Dear Brothers and Sisters in Christ,
This Easter Sunday many of you, perhaps for the first time, will experience Easter Mass in your home through television or livestreaming on social media. Likewise, this no doubt will be the first time our priests celebrate the Triduum in an empty church.
In some way, all of us have been sharing in the difficult cross of not being able to gather for Mass and the other sacraments. Some are bearing the heartbreaking cross of not being able to be with a loved one or a parishioner who is dying of COVID-19. And they themselves are bearing the terrible cross of dying alone.
How do we get from the cross to the resurrection? According to the Catholic Committee of Appalachia, “If we are people of resurrection, we need to be in places of crucifixion.”
The cross of the coronavirus pandemic will still be with us on Easter Sunday. In our fear and anguish, we might question God: “Where are you in this? Where is the new life, the resurrected life of Easter?”
God, in turn, might question us: “Where are you in this? Are those of you who are healthy caring for the sick? Are family members loving one another? Are those who are privileged and entitled praying for and reaching out to those who are hurting and suffering on the peripheries?”
As Jesus bore his cross for others, for us, we do the same. That is how we get from the cross to the resurrection, by being with one another in places of crucifixion.

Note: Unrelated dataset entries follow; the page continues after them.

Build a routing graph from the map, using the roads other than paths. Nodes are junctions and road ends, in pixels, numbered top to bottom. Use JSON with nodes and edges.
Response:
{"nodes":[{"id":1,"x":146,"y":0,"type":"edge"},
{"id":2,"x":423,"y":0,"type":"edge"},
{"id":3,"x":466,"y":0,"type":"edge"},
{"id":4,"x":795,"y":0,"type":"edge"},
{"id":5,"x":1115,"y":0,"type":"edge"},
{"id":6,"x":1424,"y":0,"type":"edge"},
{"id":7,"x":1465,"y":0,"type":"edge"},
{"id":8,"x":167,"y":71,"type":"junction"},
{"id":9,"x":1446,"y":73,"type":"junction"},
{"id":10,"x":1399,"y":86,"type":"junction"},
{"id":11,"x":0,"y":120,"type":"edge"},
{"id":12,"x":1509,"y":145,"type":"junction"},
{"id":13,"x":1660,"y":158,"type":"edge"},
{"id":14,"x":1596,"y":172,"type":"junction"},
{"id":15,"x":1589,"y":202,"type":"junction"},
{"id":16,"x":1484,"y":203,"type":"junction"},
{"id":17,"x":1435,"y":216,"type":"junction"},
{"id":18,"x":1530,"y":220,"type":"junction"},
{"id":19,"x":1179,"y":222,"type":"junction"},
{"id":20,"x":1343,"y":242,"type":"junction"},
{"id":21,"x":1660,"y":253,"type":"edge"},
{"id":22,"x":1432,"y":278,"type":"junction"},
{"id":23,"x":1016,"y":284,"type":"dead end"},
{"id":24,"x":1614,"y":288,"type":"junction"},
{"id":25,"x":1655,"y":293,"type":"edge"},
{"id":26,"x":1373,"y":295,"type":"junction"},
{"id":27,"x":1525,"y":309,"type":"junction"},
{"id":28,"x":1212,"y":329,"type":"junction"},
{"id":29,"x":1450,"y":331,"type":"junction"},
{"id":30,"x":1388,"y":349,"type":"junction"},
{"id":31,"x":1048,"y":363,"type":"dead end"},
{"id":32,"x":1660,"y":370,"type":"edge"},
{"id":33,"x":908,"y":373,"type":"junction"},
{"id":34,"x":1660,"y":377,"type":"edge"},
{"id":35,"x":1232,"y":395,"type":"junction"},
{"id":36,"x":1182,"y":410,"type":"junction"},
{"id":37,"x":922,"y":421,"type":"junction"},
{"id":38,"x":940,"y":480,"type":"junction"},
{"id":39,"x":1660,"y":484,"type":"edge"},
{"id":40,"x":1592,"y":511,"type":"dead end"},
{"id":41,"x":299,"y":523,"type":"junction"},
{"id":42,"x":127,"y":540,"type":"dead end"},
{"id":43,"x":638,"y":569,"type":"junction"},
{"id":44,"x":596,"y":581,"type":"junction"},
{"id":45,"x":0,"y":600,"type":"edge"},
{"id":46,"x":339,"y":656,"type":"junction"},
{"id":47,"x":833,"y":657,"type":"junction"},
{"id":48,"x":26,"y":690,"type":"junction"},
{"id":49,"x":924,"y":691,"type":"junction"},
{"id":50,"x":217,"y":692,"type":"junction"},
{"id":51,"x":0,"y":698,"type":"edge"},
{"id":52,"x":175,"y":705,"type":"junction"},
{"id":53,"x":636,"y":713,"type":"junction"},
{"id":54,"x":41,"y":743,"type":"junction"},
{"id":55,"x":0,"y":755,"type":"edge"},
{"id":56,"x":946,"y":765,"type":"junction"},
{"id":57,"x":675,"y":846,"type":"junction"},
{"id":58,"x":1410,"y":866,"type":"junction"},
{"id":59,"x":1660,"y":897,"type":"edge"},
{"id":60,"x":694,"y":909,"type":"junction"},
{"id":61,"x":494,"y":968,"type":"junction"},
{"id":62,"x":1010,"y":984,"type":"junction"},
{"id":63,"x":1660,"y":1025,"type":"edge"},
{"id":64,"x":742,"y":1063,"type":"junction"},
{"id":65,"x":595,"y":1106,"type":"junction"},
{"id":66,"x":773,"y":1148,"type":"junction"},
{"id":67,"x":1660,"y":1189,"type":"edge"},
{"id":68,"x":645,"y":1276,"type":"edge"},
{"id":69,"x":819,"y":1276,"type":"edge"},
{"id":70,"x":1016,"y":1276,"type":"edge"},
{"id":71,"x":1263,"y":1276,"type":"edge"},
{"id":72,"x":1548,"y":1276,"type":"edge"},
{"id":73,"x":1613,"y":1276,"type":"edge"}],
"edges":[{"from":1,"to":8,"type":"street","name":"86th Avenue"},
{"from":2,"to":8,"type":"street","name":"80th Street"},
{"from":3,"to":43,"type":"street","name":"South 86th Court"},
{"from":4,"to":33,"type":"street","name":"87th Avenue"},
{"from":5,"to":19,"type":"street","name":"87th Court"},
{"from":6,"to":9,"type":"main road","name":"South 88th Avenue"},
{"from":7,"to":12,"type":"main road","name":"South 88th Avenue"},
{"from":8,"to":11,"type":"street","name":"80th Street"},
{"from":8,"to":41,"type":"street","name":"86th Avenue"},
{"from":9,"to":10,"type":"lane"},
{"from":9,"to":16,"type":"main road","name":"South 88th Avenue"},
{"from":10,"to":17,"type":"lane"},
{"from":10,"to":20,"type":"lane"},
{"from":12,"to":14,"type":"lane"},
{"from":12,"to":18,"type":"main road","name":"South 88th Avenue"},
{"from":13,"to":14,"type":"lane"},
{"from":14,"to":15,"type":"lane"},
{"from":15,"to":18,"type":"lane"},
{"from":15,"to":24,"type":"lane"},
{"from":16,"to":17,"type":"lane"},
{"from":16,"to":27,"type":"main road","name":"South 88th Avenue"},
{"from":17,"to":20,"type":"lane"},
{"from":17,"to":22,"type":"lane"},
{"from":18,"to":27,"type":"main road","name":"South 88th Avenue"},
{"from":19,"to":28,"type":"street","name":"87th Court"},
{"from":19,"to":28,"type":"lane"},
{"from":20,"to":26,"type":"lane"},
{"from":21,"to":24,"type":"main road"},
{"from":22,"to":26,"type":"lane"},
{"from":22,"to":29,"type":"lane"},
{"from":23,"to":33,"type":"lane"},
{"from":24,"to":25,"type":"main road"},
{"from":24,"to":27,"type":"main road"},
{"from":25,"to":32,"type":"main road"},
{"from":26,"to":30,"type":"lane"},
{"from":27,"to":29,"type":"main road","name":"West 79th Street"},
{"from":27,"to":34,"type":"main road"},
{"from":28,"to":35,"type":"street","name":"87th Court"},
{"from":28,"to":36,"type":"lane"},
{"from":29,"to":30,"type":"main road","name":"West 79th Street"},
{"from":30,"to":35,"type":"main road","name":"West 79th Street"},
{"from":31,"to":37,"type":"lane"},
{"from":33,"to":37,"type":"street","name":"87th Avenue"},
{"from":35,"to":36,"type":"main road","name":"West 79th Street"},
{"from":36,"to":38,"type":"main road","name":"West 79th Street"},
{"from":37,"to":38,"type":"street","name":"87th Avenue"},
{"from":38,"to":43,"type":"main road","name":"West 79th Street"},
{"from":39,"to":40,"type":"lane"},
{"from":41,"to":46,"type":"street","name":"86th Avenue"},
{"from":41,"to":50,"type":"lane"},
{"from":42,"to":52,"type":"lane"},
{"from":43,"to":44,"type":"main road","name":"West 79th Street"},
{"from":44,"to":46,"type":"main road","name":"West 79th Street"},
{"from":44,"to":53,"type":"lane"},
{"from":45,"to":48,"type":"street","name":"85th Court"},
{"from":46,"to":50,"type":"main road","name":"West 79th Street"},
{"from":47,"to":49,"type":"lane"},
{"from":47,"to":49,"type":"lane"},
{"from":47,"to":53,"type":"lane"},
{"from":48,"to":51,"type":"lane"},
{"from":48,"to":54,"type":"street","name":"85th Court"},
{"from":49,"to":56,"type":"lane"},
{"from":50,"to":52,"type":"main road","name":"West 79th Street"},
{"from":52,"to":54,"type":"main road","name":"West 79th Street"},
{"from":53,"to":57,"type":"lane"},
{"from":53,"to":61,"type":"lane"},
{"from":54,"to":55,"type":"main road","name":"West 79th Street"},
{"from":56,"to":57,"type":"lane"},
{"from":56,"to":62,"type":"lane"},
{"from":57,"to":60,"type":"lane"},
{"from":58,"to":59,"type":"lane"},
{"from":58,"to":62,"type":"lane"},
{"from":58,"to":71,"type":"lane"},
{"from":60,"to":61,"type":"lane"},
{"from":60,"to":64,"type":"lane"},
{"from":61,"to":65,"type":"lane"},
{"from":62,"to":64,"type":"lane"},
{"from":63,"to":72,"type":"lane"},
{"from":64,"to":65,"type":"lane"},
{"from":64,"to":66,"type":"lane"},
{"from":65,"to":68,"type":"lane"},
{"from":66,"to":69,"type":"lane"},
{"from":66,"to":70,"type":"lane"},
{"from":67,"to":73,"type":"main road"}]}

St. John Paul II once said:
There is no evil to be faced that Christ does not face with us. There is no enemy that Christ has not already conquered. There is no cross to bear that Christ has not already borne for us, and does not now bear with us. And on the far side of every cross, we find the newness of life in the Holy Spirit, that new life which will reach its fulfillment in the resurrection. This is our faith. This is our witness before the world.
Just like you and your family, our parishes are suffering from this crisis and need our help. I am deeply grateful to those who can continue supporting the Church with financial assistance. Your Sunday gifts are critical for the continued operation of your parish, including outreach to those most in need, at this unprecedented moment in time.
Although we will miss each other on Easter Sunday, we nevertheless will be united in Christ. Let us keep praying for each other. Let us pray for our first responders and health care professionals, our pharmacists and grocery workers, our delivery drivers and postal employees, and other essential personnel who are risking exposure to COVID-19 to serve us during this crisis so we can stay home and stay healthy. And finally, let us pray for those who are suffering the most as a result of this pandemic.
Please remember that no matter how confined we seem to be to places of crucifixion, we are a people of resurrection. We are an Easter people.
Holy Virgin of Guadalupe, Queen of the Angels and Mother of the Americas, pray for us.